Your objective:
Lines holding the string "roads" are the ones to copy from this listing.

——

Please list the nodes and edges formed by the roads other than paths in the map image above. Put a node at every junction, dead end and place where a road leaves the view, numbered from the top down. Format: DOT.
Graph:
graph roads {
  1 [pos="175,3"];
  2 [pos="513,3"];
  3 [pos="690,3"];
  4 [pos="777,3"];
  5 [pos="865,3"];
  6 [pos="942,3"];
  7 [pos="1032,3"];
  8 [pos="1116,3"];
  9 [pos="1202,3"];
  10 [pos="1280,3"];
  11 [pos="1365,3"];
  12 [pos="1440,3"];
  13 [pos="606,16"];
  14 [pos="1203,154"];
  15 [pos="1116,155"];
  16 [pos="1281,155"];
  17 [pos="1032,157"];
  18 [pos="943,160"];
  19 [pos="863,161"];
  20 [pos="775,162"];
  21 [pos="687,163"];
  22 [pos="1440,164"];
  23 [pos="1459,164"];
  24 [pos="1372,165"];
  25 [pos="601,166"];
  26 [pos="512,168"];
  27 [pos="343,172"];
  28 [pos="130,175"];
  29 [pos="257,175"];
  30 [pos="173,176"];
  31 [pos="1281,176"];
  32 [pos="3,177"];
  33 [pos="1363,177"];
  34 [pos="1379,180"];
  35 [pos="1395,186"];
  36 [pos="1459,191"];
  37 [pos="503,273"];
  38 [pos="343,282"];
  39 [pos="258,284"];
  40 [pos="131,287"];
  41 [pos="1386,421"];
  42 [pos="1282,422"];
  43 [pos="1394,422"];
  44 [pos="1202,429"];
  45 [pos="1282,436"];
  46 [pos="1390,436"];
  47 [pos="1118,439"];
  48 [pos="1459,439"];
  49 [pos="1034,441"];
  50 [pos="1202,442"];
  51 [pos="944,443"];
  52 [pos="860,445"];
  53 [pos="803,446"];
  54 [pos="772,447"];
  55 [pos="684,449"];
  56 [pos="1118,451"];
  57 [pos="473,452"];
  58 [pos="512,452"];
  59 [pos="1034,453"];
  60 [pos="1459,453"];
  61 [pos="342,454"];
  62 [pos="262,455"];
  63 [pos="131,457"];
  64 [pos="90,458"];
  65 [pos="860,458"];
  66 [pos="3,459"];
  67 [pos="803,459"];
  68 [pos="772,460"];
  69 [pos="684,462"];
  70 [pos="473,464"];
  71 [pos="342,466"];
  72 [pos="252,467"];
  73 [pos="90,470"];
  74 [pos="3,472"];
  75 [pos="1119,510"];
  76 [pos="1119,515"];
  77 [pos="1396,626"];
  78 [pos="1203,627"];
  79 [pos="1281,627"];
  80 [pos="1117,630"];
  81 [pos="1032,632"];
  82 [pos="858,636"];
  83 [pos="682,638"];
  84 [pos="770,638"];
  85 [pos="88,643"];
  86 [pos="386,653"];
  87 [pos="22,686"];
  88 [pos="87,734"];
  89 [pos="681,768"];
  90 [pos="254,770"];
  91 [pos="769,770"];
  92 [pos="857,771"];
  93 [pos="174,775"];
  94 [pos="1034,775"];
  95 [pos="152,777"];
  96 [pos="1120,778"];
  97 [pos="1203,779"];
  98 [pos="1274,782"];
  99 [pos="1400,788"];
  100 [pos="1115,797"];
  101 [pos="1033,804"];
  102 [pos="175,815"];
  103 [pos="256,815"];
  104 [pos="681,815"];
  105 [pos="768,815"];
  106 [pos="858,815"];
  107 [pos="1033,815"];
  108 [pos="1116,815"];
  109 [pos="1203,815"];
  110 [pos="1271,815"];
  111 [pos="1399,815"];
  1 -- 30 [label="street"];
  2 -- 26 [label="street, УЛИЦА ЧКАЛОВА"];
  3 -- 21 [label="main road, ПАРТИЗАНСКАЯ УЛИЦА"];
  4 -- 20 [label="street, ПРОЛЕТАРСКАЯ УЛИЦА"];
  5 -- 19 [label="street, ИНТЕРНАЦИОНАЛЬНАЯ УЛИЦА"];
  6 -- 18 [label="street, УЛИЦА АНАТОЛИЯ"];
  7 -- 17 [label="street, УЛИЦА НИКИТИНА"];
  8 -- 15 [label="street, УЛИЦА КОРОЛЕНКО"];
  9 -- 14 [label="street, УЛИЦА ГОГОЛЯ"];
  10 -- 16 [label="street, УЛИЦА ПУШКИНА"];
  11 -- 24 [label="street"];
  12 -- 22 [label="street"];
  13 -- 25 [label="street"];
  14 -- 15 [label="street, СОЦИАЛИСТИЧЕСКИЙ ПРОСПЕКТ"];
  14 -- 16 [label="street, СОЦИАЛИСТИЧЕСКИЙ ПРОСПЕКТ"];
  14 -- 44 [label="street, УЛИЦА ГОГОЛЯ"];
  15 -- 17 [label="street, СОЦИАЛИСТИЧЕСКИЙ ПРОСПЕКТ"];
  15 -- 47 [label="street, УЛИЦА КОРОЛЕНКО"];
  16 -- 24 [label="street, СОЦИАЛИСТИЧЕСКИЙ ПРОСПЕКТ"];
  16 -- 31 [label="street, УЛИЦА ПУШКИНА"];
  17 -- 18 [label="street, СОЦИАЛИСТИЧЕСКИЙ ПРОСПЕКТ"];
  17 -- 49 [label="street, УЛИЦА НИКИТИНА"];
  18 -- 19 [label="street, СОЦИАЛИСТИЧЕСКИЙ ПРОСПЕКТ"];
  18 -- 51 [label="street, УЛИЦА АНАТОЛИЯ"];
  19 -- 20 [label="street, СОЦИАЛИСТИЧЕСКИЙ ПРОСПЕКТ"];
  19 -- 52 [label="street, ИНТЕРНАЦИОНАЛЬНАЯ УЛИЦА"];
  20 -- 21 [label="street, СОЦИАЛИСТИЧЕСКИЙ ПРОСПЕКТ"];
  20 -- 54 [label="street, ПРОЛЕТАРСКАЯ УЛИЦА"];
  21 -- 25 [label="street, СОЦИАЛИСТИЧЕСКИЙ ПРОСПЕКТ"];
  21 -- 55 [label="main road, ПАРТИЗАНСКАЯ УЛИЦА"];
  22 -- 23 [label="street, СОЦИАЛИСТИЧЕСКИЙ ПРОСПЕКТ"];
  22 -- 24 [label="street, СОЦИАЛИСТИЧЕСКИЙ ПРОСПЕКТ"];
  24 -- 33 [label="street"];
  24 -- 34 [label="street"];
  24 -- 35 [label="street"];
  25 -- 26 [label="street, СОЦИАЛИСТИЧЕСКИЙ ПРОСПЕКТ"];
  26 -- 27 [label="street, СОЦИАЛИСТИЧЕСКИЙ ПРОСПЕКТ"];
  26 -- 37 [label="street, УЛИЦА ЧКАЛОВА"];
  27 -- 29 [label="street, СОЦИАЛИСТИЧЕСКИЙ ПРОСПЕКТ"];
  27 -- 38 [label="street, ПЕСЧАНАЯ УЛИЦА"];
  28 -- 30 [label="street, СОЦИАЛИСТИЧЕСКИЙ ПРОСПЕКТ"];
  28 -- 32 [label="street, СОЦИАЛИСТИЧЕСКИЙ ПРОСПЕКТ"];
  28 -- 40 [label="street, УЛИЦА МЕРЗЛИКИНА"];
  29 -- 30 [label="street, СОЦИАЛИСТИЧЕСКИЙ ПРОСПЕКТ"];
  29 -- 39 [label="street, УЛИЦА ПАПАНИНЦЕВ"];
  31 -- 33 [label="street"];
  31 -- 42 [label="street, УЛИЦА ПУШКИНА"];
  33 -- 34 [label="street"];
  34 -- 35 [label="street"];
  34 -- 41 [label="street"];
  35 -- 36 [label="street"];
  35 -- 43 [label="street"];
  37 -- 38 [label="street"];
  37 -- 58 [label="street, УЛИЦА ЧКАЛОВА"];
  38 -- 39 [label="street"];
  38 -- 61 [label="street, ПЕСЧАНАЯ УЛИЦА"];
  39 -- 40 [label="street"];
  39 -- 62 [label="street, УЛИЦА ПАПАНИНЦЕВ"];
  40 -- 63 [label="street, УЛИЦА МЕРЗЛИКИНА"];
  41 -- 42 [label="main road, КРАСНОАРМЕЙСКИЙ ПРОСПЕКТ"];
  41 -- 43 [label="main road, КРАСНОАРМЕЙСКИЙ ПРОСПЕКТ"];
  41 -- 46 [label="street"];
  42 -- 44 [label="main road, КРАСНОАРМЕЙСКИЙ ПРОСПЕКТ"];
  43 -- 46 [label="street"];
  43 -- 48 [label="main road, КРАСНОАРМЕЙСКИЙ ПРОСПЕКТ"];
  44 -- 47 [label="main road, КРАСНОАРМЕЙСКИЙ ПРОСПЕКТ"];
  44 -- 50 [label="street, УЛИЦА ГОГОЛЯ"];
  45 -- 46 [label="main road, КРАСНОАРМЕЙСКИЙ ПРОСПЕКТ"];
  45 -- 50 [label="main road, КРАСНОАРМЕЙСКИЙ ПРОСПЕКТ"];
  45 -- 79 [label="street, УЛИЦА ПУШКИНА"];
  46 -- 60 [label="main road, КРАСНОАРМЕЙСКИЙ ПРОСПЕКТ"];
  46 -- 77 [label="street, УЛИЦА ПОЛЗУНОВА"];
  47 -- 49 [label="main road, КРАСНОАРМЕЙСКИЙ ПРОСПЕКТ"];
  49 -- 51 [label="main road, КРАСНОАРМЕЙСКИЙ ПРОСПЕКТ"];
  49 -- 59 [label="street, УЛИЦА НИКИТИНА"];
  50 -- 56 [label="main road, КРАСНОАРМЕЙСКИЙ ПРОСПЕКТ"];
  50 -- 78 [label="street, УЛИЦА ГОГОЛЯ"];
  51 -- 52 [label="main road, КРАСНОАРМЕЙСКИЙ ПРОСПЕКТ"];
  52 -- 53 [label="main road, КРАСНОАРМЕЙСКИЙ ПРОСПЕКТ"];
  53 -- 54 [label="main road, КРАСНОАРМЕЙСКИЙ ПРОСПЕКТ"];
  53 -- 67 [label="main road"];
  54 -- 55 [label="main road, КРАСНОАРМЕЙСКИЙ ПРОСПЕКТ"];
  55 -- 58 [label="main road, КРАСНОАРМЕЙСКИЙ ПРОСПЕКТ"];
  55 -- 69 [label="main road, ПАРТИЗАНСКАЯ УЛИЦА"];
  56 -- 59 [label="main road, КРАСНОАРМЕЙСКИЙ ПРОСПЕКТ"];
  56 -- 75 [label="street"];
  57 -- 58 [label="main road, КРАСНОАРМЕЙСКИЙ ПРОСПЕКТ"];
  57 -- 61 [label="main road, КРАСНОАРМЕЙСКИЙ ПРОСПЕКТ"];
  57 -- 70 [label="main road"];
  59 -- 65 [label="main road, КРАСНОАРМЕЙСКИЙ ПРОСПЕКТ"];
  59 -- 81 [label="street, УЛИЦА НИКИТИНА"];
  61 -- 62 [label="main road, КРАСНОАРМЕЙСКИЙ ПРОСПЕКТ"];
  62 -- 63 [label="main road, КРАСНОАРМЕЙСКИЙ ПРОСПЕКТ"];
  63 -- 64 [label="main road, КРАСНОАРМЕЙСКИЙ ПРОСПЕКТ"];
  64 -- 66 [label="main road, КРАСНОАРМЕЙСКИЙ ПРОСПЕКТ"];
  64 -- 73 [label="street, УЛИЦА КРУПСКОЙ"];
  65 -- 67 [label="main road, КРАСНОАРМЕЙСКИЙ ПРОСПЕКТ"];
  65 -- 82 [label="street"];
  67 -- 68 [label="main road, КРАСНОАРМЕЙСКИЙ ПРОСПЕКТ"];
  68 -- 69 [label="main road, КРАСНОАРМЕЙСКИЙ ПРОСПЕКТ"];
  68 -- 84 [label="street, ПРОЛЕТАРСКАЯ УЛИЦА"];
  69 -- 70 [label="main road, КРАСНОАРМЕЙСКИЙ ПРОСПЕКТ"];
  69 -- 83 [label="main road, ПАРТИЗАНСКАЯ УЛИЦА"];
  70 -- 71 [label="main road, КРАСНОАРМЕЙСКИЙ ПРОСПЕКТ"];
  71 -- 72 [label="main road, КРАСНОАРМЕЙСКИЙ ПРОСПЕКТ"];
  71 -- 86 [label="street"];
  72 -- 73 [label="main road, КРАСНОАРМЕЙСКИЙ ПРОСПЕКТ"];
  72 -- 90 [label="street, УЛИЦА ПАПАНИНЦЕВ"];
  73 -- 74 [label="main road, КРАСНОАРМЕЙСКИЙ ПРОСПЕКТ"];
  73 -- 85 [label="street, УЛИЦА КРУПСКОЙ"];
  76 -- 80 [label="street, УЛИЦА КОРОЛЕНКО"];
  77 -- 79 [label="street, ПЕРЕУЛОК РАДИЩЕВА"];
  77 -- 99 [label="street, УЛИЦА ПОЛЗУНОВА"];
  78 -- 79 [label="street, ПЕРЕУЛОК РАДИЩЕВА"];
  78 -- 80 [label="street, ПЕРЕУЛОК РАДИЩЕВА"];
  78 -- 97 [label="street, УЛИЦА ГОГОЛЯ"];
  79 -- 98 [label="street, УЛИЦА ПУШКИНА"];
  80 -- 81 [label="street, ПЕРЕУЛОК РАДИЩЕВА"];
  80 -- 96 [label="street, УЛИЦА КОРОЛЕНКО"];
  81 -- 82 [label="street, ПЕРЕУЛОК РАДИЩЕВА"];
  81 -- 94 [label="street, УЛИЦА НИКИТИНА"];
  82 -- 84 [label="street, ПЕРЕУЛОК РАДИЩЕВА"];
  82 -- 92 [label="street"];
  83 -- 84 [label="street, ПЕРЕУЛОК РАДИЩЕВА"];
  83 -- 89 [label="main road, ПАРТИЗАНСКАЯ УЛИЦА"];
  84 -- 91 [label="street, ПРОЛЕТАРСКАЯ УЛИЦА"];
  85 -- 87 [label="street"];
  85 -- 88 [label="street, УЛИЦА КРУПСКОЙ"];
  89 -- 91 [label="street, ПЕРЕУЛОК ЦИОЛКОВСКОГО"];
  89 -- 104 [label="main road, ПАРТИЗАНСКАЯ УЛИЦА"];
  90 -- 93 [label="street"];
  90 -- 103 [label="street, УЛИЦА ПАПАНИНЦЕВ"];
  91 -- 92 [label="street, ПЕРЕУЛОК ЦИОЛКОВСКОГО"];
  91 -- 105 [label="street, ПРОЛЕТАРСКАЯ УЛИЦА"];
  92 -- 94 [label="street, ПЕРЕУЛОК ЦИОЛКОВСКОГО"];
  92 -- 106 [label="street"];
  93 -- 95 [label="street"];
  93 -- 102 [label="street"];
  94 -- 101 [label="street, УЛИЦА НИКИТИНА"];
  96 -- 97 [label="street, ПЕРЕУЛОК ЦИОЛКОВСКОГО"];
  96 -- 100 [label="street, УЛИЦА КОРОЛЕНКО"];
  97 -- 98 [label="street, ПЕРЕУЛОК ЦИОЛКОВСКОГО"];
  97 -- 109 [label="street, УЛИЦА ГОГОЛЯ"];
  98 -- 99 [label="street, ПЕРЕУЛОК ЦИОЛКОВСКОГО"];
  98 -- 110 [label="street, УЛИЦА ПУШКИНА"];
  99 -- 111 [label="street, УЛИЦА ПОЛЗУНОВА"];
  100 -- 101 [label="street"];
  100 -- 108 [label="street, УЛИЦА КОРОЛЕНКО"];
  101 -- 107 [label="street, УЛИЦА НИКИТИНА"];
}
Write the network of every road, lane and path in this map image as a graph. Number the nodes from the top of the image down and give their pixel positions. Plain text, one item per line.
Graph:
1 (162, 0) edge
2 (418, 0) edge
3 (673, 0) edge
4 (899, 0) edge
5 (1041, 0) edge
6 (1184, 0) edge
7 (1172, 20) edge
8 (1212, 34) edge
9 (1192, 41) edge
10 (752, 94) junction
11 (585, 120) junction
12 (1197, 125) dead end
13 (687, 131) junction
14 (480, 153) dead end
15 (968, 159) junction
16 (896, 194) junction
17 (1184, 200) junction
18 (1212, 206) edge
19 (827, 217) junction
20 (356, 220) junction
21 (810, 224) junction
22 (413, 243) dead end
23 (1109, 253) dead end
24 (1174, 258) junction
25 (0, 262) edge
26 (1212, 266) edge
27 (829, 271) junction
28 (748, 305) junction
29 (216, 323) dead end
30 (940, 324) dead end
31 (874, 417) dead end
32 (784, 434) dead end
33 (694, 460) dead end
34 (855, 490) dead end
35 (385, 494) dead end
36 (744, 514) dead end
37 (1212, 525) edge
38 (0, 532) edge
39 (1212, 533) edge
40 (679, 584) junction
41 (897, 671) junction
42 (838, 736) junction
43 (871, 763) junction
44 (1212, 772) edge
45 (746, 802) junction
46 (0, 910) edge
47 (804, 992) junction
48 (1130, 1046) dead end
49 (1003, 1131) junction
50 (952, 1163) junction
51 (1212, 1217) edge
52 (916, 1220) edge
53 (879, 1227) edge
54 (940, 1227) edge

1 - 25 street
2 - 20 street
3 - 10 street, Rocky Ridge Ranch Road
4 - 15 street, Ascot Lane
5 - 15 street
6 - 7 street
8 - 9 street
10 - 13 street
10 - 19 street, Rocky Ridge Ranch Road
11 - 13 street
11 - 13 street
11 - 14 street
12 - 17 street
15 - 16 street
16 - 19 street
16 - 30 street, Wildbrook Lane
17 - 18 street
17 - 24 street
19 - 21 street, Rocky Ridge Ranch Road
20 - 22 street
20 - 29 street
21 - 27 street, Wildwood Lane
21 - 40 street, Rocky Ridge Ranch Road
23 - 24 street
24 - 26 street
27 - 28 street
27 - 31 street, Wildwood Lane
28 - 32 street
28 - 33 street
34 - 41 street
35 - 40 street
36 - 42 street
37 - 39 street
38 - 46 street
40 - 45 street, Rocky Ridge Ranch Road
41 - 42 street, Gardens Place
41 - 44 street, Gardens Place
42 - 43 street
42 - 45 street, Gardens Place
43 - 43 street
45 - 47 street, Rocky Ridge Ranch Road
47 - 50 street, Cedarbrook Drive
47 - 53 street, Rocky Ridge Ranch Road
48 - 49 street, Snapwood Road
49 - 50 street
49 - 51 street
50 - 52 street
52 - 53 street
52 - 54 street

——

Solved problem:
Please list the nodes and edges formed by the roads other than paths in the map image above. Put a node at every junction, dead end and place where a road leaves the view, numbered from the top down. Format: DOT.
graph roads {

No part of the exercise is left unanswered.